You're forgetting that our Vice-President-for-Life only hunts out of vehicles. And then only animals that are tied down, sick or wounded. I don't know which Harry Whittington was, but I guarantee he was one of those.
The residence will feature a water-boardin' room and an escape tunnel to the CIA heli-pad.
It's much less than 2,000 feet when you go into the private study, pull out a hard cover first edition of "The Clansman", step into the secret elevator (after the retina scan), enter the dungeon (complete with tools dating to the Inquisition), and take the moving sidewalk to CIA HQ.
Is "retirement house" some kind of neocon doublespeak for "maximum security black-site undisclosed location with hundreds of miles of underground tunnels where Cheney entertains fellow war criminals with crazy orgies like that weird party in Eyes Wide Shut, but only this time it's an all-gay affair"?
That's also right next to Ft. Marcy Park, lots of good hunting there... most dangerous game...
What size safes? Man? Woman? Horse?
Did you factor the cost of the 2000 ft tunnel into the cost of this teeny McMansion? That, and the battery-powered golf cart to get our favorite dark lord back and forth to HQ would add some to the price.
It's where Uncle Dickie plays his games
@Destonio: Sorry Destonio, but truth is always scarier than fiction.
@TJBeck: He will probably have all three, and all shall be his sex-slaves.
You have to have room for shackles... Rummy loves shackles.
Welcome to...Dragonprycke.
That's nothing. Dick Cheney's consciousness will merge with DOD computer networks by 2010 at the latest. He's already more machine than man.
@Gopherit: That is my favorite photograph of ever, and you deserve some kind of Freedom Medal bullshit for putting it front of our eyes once again. Maybe I'll give you the Fanta that I was awarded earlier today. Or you can have the McCain dry-rub if you prefer, though I was looking forward to it myself.
@el topo:TY. I try. Keep your Fanta and dry rub. They were hard won.
I hate the man, but I can't deny that he swings some serious pipe. I just want to know if it's the hot dog vendor turning him on, or if there are pitbulls playing tug-of-war with a baby harp seal just out of frame.
@Gopherit: I clicked on that picture. It took me a minute for my brain to process what my eyes were seeing. And then I wept.

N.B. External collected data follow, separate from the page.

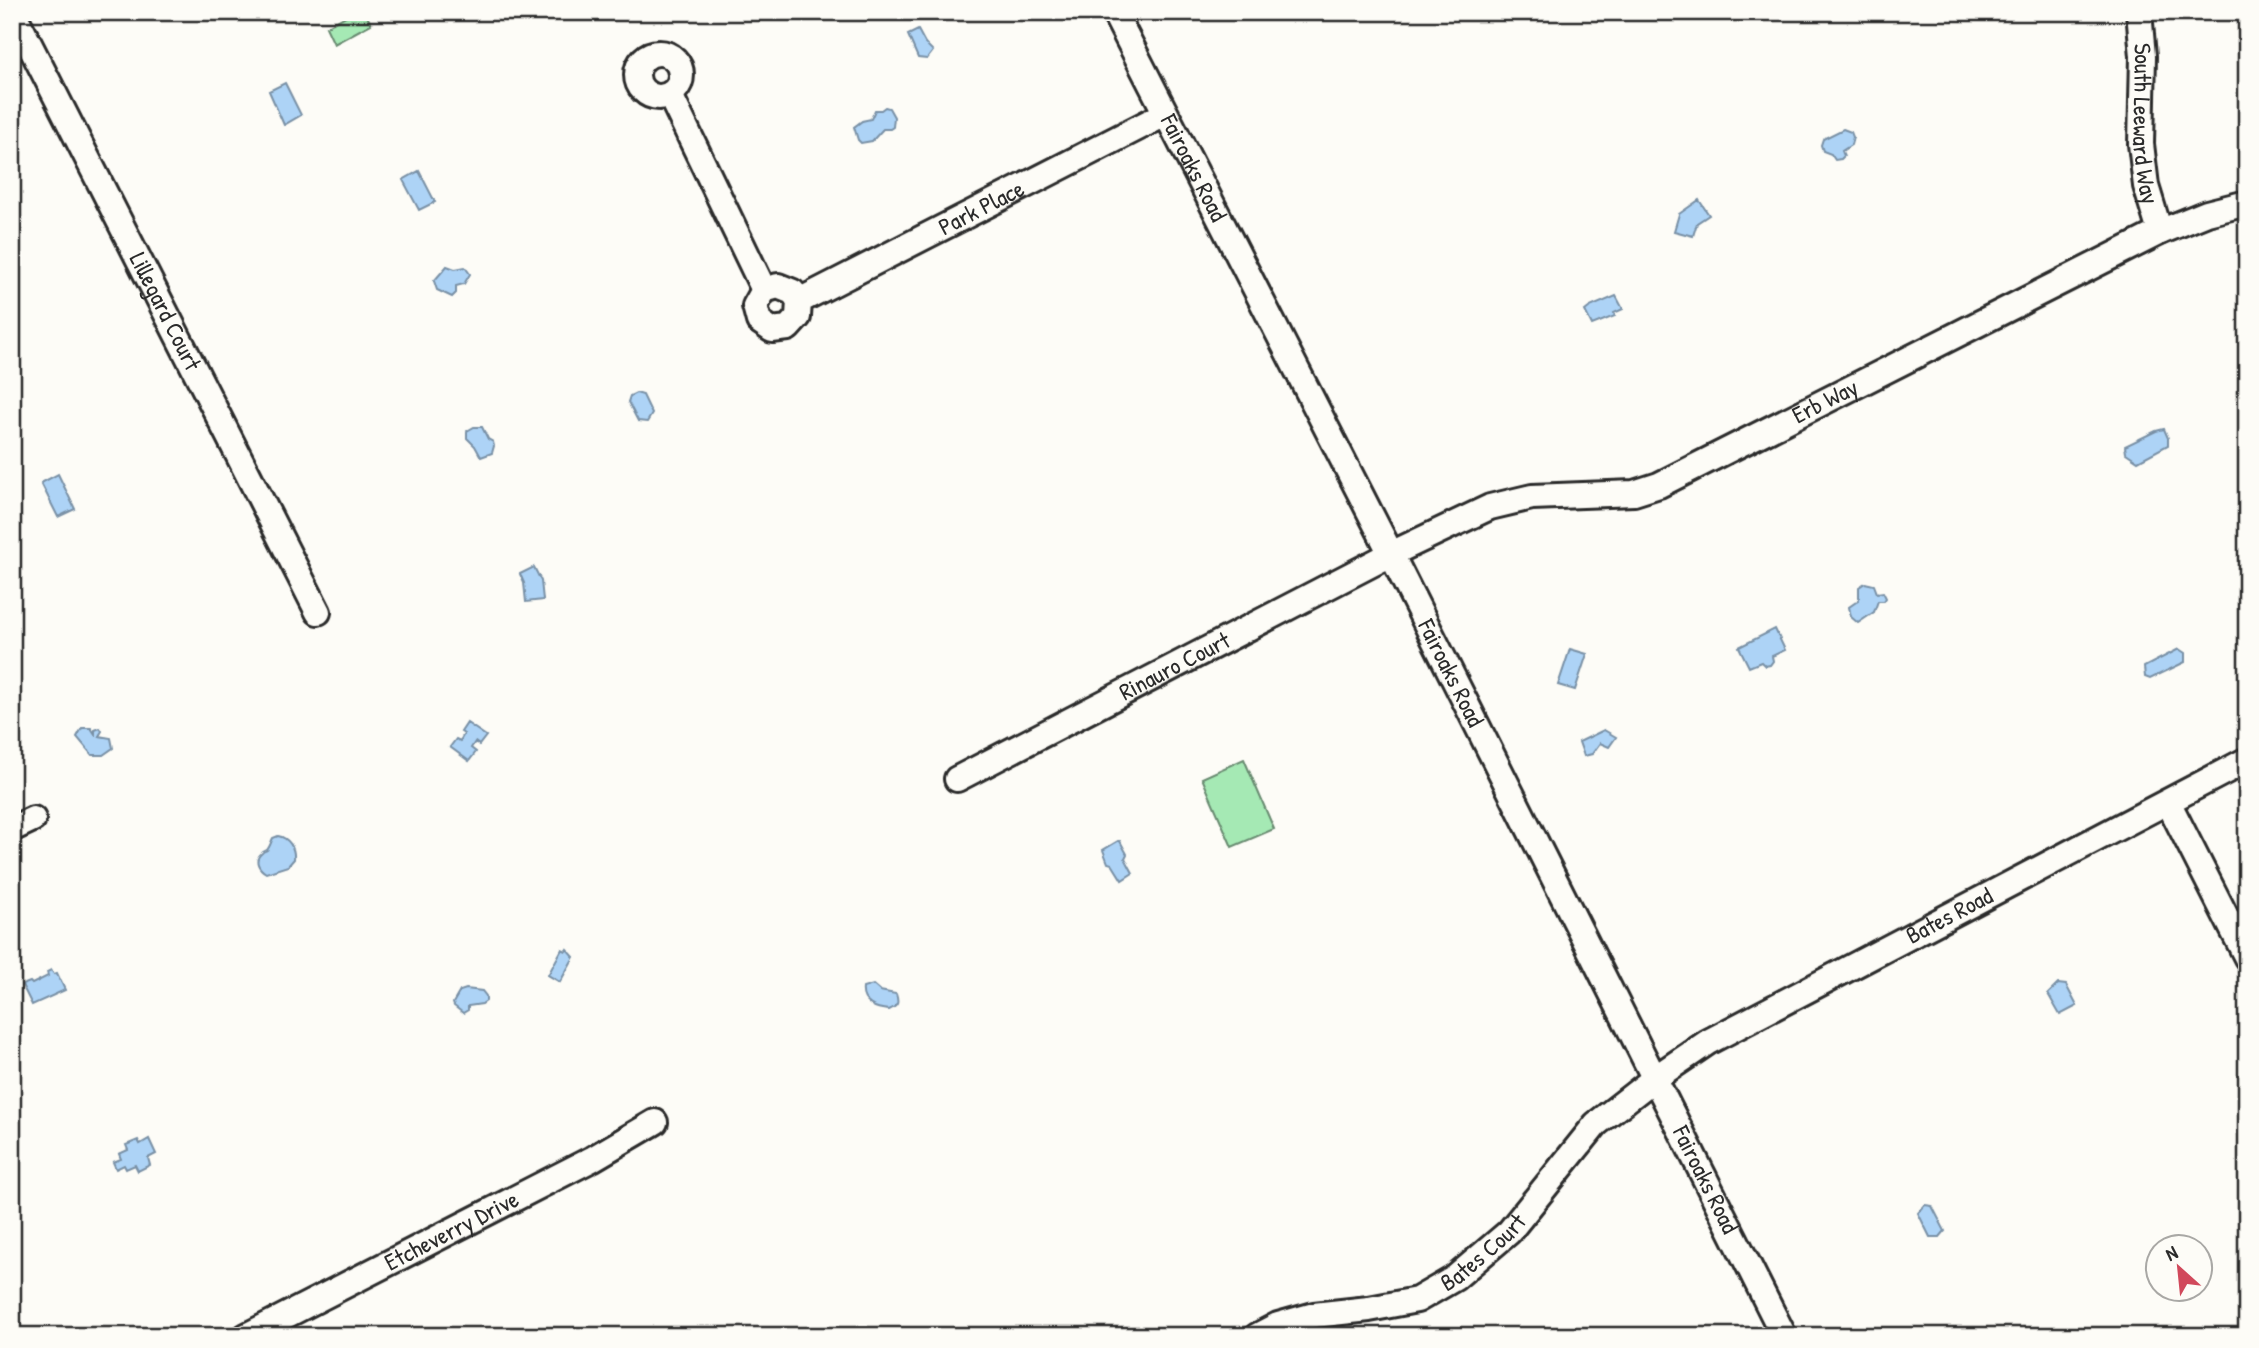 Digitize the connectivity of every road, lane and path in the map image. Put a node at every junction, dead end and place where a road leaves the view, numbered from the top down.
1 (13, 12) edge
2 (1114, 12) edge
3 (2138, 12) edge
4 (670, 95) dead end
5 (1165, 114) junction
6 (2247, 203) edge
7 (2160, 232) junction
8 (764, 290) junction
9 (799, 301) junction
10 (1391, 554) junction
11 (318, 612) dead end
12 (2247, 760) edge
13 (957, 779) dead end
14 (2168, 802) junction
15 (2247, 958) edge
16 (1655, 1078) junction
17 (655, 1122) dead end
18 (246, 1336) edge
19 (1257, 1336) edge
20 (1784, 1336) edge

1 - 11 street, Lillegard Court
2 - 5 street, Fairoaks Road
3 - 7 street, South Leeward Way
4 - 8 street
5 - 9 street, Park Place
5 - 10 street, Fairoaks Road
6 - 7 street, Erb Way
7 - 10 street, Erb Way
8 - 9 street
8 - 9 street
10 - 13 street, Rinauro Court
10 - 16 street, Fairoaks Road
12 - 14 street, Bates Road
14 - 15 street
14 - 16 street, Bates Road
16 - 19 street, Bates Court
16 - 20 street, Fairoaks Road
17 - 18 street, Etcheverry Drive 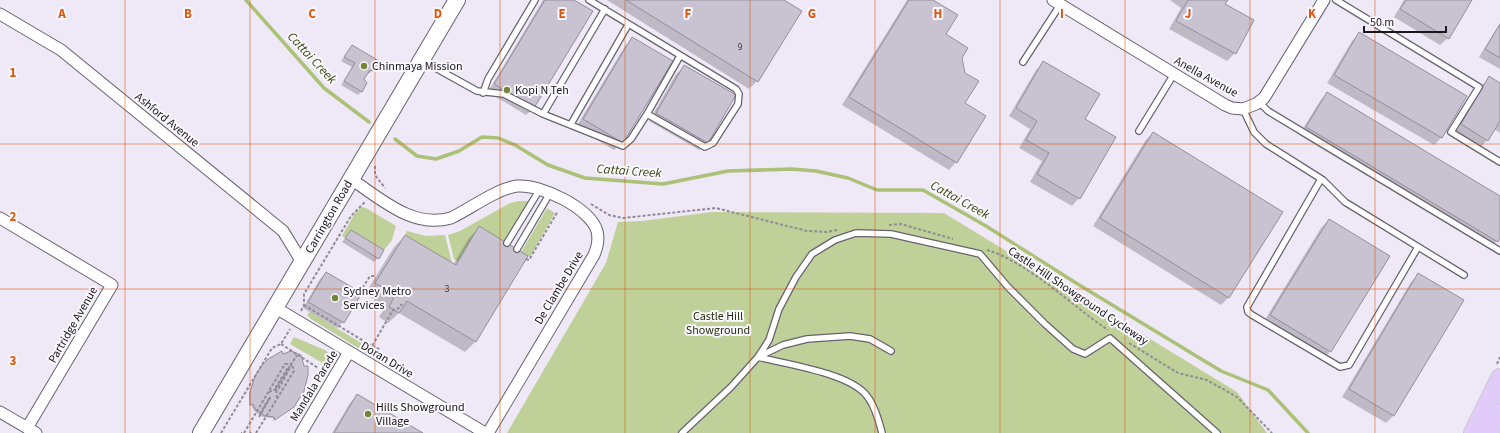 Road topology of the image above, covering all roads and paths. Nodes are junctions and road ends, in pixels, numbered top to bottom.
1 (457, 0) edge
2 (535, 0) edge
3 (589, 0) edge
4 (1324, 0) edge
5 (1336, 0) edge
6 (1057, 2) edge
7 (605, 9) junction
8 (0, 14) edge
9 (628, 25) junction
10 (680, 56) junction
11 (421, 60) junction
12 (1023, 62) dead end
13 (1174, 74) junction
14 (483, 93) junction
15 (1259, 102) junction
16 (1243, 109) junction
17 (543, 114) junction
18 (647, 114) junction
19 (571, 124) junction
20 (1139, 131) dead end
21 (1500, 162) edge
22 (351, 179) junction
23 (1321, 179) junction
24 (378, 182) dead end
25 (540, 189) junction
26 (387, 190) dead end
27 (550, 193) junction
28 (585, 200) dead end
29 (364, 205) dead end
30 (558, 211) dead end
31 (0, 218) edge
32 (887, 225) dead end
33 (839, 229) dead end
34 (958, 240) dead end
35 (507, 243) dead end
36 (1418, 247) junction
37 (517, 249) dead end
38 (985, 249) dead end
39 (1500, 251) edge
40 (526, 259) dead end
41 (302, 262) junction
42 (1464, 275) dead end
43 (375, 276) dead end
44 (360, 292) dead end
45 (402, 304) dead end
46 (276, 308) junction
47 (1112, 333) dead end
48 (1125, 341) dead end
49 (372, 346) junction
50 (381, 350) dead end
51 (891, 351) dead end
52 (349, 352) junction
53 (297, 354) junction
54 (758, 357) junction
55 (292, 364) junction
56 (318, 368) dead end
57 (1500, 378) edge
58 (275, 391) junction
59 (265, 392) dead end
60 (269, 392) junction
61 (272, 396) junction
62 (278, 400) junction
63 (0, 412) edge
64 (1500, 413) edge
65 (255, 414) junction
66 (259, 417) junction
67 (264, 420) junction
68 (32, 430) edge
69 (201, 433) edge
70 (222, 433) edge
71 (242, 433) edge
72 (256, 433) edge
73 (301, 433) edge
74 (487, 433) edge
75 (682, 433) edge
76 (882, 433) edge
77 (1217, 433) edge
78 (1272, 433) edge
79 (1473, 433) edge
80 (1488, 433) edge

1 - 11 main road, Carrington Road
2 - 14 lane
3 - 7 lane
4 - 15 street, Anella Avenue
5 - 21 lane
6 - 12 lane
6 - 13 street, Anella Avenue
7 - 9 lane
7 - 17 lane
8 - 41 street, Ashford Avenue
9 - 10 lane
9 - 19 lane
10 - 18 lane
10 - 18 lane
11 - 14 lane
11 - 22 main road, Carrington Road
13 - 16 street, Anella Avenue
13 - 20 lane
14 - 17 lane
15 - 16 street, Anella Avenue
15 - 39 lane
16 - 23 lane
17 - 19 lane
18 - 19 lane
22 - 25 street, De Clambe Drive
22 - 41 main road, Carrington Road
23 - 36 lane
23 - 36 lane
24 - 26 path
25 - 27 street, De Clambe Drive
25 - 35 lane
27 - 37 lane
27 - 74 street, De Clambe Drive
28 - 33 path
29 - 49 path
30 - 40 path
31 - 68 street, Partridge Avenue
32 - 34 path
36 - 42 lane
38 - 47 path, Castle Hill Showground Cycleway
41 - 46 main road, Carrington Road
43 - 44 path
45 - 49 path
46 - 52 street, Doran Drive
46 - 69 main road, Carrington Road
48 - 78 path, Castle Hill Showground Cycleway
49 - 50 path
51 - 54 lane
52 - 73 street, Mandala Parade
52 - 74 street, Doran Drive
53 - 55 path
53 - 56 path
53 - 70 path
54 - 75 lane
54 - 76 lane
54 - 77 lane
55 - 58 path
55 - 60 path
55 - 62 path
57 - 79 main road
58 - 60 path
58 - 62 path
59 - 61 path
60 - 65 path
61 - 62 path
61 - 66 path
62 - 67 path
63 - 68 street
64 - 80 main road
65 - 66 path
65 - 71 path
66 - 67 path
67 - 72 path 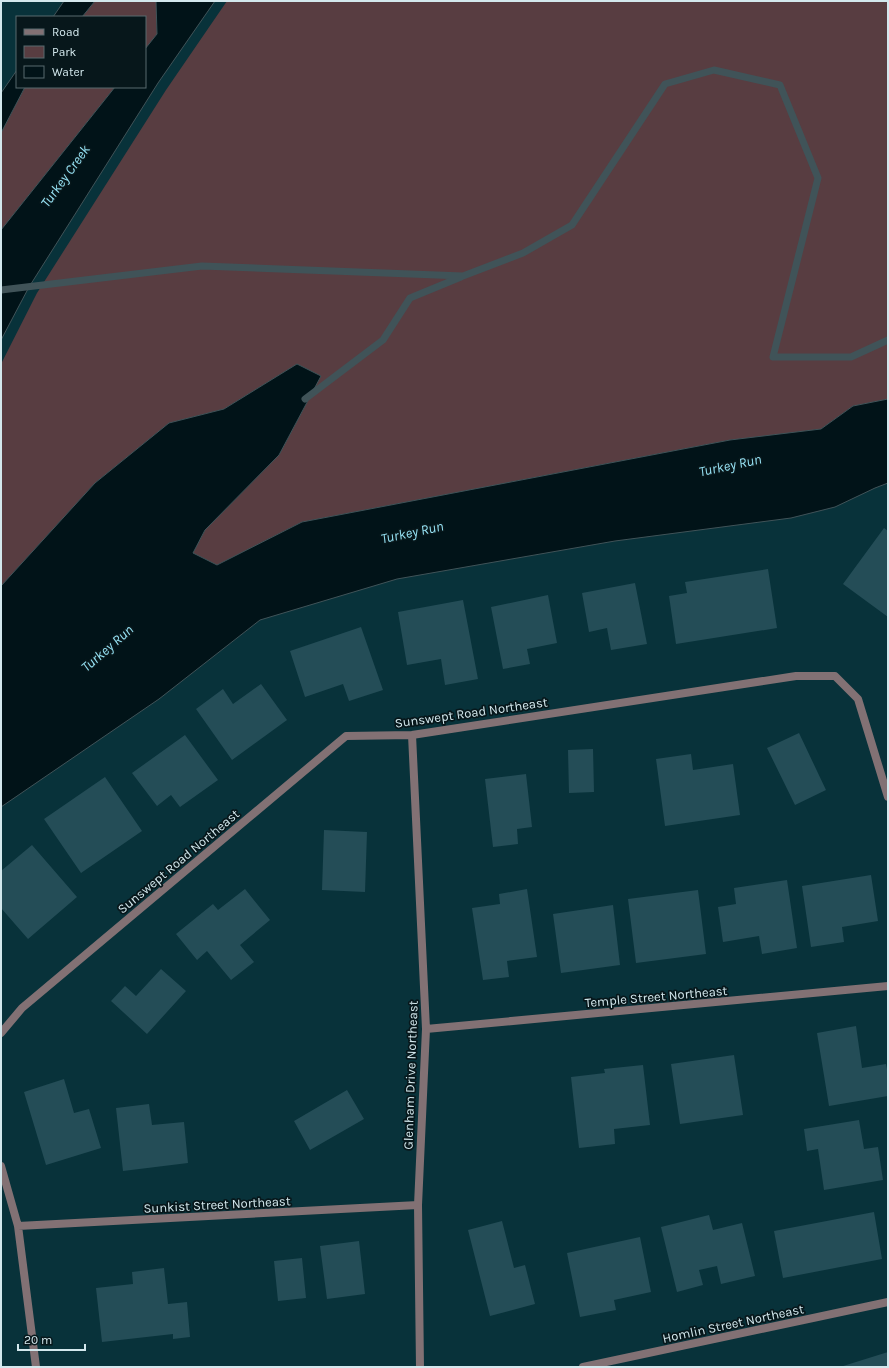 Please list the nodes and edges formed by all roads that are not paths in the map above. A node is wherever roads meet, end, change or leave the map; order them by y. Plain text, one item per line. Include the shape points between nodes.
1 (412, 735) junction
2 (888, 797) edge
3 (888, 986) edge
4 (426, 1029) junction
5 (1, 1033) edge
6 (1, 1166) edge
7 (418, 1206) junction
8 (18, 1226) junction
9 (888, 1302) edge
10 (36, 1367) edge
11 (420, 1367) edge
12 (584, 1367) edge

1 - 2 street, Sunswept Road Northeast via 796,676 835,676 858,699
1 - 4 street, Glenham Drive Northeast
1 - 5 street, Sunswept Road Northeast via 346,736 22,1008
3 - 4 street, Temple Street Northeast
4 - 7 street, Glenham Drive Northeast
6 - 8 street
7 - 8 street, Sunkist Street Northeast
7 - 11 street, Glenham Drive Northeast
8 - 10 street
9 - 12 street, Homlin Street Northeast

America finally gets its own Chunnel
@Gopherit: "I hate the man, but I can't deny that he swings some serious pipe."
I've never been entirely convinced that he didn't, in fact, extrude a poo-log in his drawers... but I guess you could call that "swingin' some pipe," if you are so inclined.
@el topo: I remember someone else thought it was a colostomy bag. It's just the wrong shape.
If it's a turd, though, Dick might consider adding some fiber to his diet. 5 pound poos just aren't good for you.
@Gopherit:
WHOA! And to think his wife is a DIRTY BOOK WRITER too!
[www.whitehouse.org]
So, why here, and not Dubai, where he could live openly as the Baron fat guy from Dune he wants to be?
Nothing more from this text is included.